| Records provided |
»»

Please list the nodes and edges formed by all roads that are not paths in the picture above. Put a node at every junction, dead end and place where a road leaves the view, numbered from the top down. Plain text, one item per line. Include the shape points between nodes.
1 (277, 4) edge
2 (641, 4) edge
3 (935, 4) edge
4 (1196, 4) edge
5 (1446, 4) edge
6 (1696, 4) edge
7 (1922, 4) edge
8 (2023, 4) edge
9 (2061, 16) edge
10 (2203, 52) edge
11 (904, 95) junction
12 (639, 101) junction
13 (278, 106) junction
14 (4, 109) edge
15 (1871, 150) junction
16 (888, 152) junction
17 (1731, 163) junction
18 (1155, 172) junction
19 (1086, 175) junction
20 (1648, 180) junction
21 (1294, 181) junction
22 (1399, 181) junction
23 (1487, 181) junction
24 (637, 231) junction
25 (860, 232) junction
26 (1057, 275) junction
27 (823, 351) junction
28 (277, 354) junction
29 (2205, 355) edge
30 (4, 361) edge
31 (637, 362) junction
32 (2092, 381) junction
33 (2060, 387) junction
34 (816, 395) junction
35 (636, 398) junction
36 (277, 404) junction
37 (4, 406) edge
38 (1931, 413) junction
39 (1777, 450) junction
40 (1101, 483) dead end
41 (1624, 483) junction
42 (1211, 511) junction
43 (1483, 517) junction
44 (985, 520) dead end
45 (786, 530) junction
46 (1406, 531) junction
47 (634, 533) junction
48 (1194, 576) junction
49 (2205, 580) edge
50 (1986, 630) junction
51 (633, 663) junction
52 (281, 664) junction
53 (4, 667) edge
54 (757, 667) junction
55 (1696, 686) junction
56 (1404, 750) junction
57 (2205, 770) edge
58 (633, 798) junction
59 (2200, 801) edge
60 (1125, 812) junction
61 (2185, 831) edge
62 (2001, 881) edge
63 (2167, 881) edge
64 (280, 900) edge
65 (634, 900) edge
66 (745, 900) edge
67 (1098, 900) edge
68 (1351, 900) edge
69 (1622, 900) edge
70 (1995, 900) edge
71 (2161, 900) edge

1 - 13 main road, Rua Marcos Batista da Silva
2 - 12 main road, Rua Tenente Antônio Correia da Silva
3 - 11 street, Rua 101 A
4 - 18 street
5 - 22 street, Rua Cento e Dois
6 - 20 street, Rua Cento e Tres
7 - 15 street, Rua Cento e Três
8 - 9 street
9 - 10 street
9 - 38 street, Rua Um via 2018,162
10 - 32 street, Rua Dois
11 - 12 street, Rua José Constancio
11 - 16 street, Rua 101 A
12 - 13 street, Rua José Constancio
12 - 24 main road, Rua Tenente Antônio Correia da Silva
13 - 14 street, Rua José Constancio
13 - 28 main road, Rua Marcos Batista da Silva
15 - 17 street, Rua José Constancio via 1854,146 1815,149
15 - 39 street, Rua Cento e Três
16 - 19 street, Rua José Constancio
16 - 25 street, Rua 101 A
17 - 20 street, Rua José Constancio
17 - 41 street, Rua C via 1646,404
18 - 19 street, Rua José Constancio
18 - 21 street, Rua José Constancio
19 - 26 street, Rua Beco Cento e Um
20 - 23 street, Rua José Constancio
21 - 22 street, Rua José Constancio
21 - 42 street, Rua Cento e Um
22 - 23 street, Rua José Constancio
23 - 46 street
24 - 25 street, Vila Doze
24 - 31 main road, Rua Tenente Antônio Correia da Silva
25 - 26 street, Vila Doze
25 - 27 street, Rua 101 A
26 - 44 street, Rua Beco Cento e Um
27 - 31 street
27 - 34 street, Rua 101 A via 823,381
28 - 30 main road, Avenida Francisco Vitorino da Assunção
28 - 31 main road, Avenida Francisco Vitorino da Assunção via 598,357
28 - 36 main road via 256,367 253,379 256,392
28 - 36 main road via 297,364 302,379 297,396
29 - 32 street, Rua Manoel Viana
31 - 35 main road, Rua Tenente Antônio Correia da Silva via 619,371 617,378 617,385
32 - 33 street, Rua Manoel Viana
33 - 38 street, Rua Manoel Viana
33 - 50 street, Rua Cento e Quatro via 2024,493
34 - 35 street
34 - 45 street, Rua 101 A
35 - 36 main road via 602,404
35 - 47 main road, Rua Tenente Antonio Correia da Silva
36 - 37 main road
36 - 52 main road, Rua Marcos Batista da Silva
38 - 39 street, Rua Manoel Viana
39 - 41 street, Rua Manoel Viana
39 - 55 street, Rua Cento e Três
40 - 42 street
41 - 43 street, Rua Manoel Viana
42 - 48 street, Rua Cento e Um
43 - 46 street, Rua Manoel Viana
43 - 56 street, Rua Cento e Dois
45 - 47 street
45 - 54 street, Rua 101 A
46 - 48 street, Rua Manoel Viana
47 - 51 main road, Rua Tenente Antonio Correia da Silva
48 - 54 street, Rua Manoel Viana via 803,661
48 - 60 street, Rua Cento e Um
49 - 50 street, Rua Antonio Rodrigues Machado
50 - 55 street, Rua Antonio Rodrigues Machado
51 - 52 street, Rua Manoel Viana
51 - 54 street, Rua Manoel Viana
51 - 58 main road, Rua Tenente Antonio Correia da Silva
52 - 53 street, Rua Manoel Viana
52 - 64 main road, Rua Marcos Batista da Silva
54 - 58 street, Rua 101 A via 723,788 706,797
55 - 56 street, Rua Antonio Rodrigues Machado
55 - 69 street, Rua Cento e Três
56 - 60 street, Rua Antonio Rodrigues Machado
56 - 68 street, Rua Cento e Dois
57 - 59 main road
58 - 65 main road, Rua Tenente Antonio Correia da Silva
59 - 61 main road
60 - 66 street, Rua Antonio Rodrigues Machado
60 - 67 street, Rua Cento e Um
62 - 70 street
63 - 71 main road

««

Your answer must consist of every line above, reproduced exactly.

Please list the nodes and edges formed by all roads that are not paths in the picture above. Put a node at every junction, dead end and place where a road leaves the view, numbered from the top down. Plain text, one item per line. Include the shape points between nodes.
1 (277, 4) edge
2 (641, 4) edge
3 (935, 4) edge
4 (1196, 4) edge
5 (1446, 4) edge
6 (1696, 4) edge
7 (1922, 4) edge
8 (2023, 4) edge
9 (2061, 16) edge
10 (2203, 52) edge
11 (904, 95) junction
12 (639, 101) junction
13 (278, 106) junction
14 (4, 109) edge
15 (1871, 150) junction
16 (888, 152) junction
17 (1731, 163) junction
18 (1155, 172) junction
19 (1086, 175) junction
20 (1648, 180) junction
21 (1294, 181) junction
22 (1399, 181) junction
23 (1487, 181) junction
24 (637, 231) junction
25 (860, 232) junction
26 (1057, 275) junction
27 (823, 351) junction
28 (277, 354) junction
29 (2205, 355) edge
30 (4, 361) edge
31 (637, 362) junction
32 (2092, 381) junction
33 (2060, 387) junction
34 (816, 395) junction
35 (636, 398) junction
36 (277, 404) junction
37 (4, 406) edge
38 (1931, 413) junction
39 (1777, 450) junction
40 (1101, 483) dead end
41 (1624, 483) junction
42 (1211, 511) junction
43 (1483, 517) junction
44 (985, 520) dead end
45 (786, 530) junction
46 (1406, 531) junction
47 (634, 533) junction
48 (1194, 576) junction
49 (2205, 580) edge
50 (1986, 630) junction
51 (633, 663) junction
52 (281, 664) junction
53 (4, 667) edge
54 (757, 667) junction
55 (1696, 686) junction
56 (1404, 750) junction
57 (2205, 770) edge
58 (633, 798) junction
59 (2200, 801) edge
60 (1125, 812) junction
61 (2185, 831) edge
62 (2001, 881) edge
63 (2167, 881) edge
64 (280, 900) edge
65 (634, 900) edge
66 (745, 900) edge
67 (1098, 900) edge
68 (1351, 900) edge
69 (1622, 900) edge
70 (1995, 900) edge
71 (2161, 900) edge

1 - 13 main road, Rua Marcos Batista da Silva
2 - 12 main road, Rua Tenente Antônio Correia da Silva
3 - 11 street, Rua 101 A
4 - 18 street
5 - 22 street, Rua Cento e Dois
6 - 20 street, Rua Cento e Tres
7 - 15 street, Rua Cento e Três
8 - 9 street
9 - 10 street
9 - 38 street, Rua Um via 2018,162
10 - 32 street, Rua Dois
11 - 12 street, Rua José Constancio
11 - 16 street, Rua 101 A
12 - 13 street, Rua José Constancio
12 - 24 main road, Rua Tenente Antônio Correia da Silva
13 - 14 street, Rua José Constancio
13 - 28 main road, Rua Marcos Batista da Silva
15 - 17 street, Rua José Constancio via 1854,146 1815,149
15 - 39 street, Rua Cento e Três
16 - 19 street, Rua José Constancio
16 - 25 street, Rua 101 A
17 - 20 street, Rua José Constancio
17 - 41 street, Rua C via 1646,404
18 - 19 street, Rua José Constancio
18 - 21 street, Rua José Constancio
19 - 26 street, Rua Beco Cento e Um
20 - 23 street, Rua José Constancio
21 - 22 street, Rua José Constancio
21 - 42 street, Rua Cento e Um
22 - 23 street, Rua José Constancio
23 - 46 street
24 - 25 street, Vila Doze
24 - 31 main road, Rua Tenente Antônio Correia da Silva
25 - 26 street, Vila Doze
25 - 27 street, Rua 101 A
26 - 44 street, Rua Beco Cento e Um
27 - 31 street
27 - 34 street, Rua 101 A via 823,381
28 - 30 main road, Avenida Francisco Vitorino da Assunção
28 - 31 main road, Avenida Francisco Vitorino da Assunção via 598,357
28 - 36 main road via 256,367 253,379 256,392
28 - 36 main road via 297,364 302,379 297,396
29 - 32 street, Rua Manoel Viana
31 - 35 main road, Rua Tenente Antônio Correia da Silva via 619,371 617,378 617,385
32 - 33 street, Rua Manoel Viana
33 - 38 street, Rua Manoel Viana
33 - 50 street, Rua Cento e Quatro via 2024,493
34 - 35 street
34 - 45 street, Rua 101 A
35 - 36 main road via 602,404
35 - 47 main road, Rua Tenente Antonio Correia da Silva
36 - 37 main road
36 - 52 main road, Rua Marcos Batista da Silva
38 - 39 street, Rua Manoel Viana
39 - 41 street, Rua Manoel Viana
39 - 55 street, Rua Cento e Três
40 - 42 street
41 - 43 street, Rua Manoel Viana
42 - 48 street, Rua Cento e Um
43 - 46 street, Rua Manoel Viana
43 - 56 street, Rua Cento e Dois
45 - 47 street
45 - 54 street, Rua 101 A
46 - 48 street, Rua Manoel Viana
47 - 51 main road, Rua Tenente Antonio Correia da Silva
48 - 54 street, Rua Manoel Viana via 803,661
48 - 60 street, Rua Cento e Um
49 - 50 street, Rua Antonio Rodrigues Machado
50 - 55 street, Rua Antonio Rodrigues Machado
51 - 52 street, Rua Manoel Viana
51 - 54 street, Rua Manoel Viana
51 - 58 main road, Rua Tenente Antonio Correia da Silva
52 - 53 street, Rua Manoel Viana
52 - 64 main road, Rua Marcos Batista da Silva
54 - 58 street, Rua 101 A via 723,788 706,797
55 - 56 street, Rua Antonio Rodrigues Machado
55 - 69 street, Rua Cento e Três
56 - 60 street, Rua Antonio Rodrigues Machado
56 - 68 street, Rua Cento e Dois
57 - 59 main road
58 - 65 main road, Rua Tenente Antonio Correia da Silva
59 - 61 main road
60 - 66 street, Rua Antonio Rodrigues Machado
60 - 67 street, Rua Cento e Um
62 - 70 street
63 - 71 main road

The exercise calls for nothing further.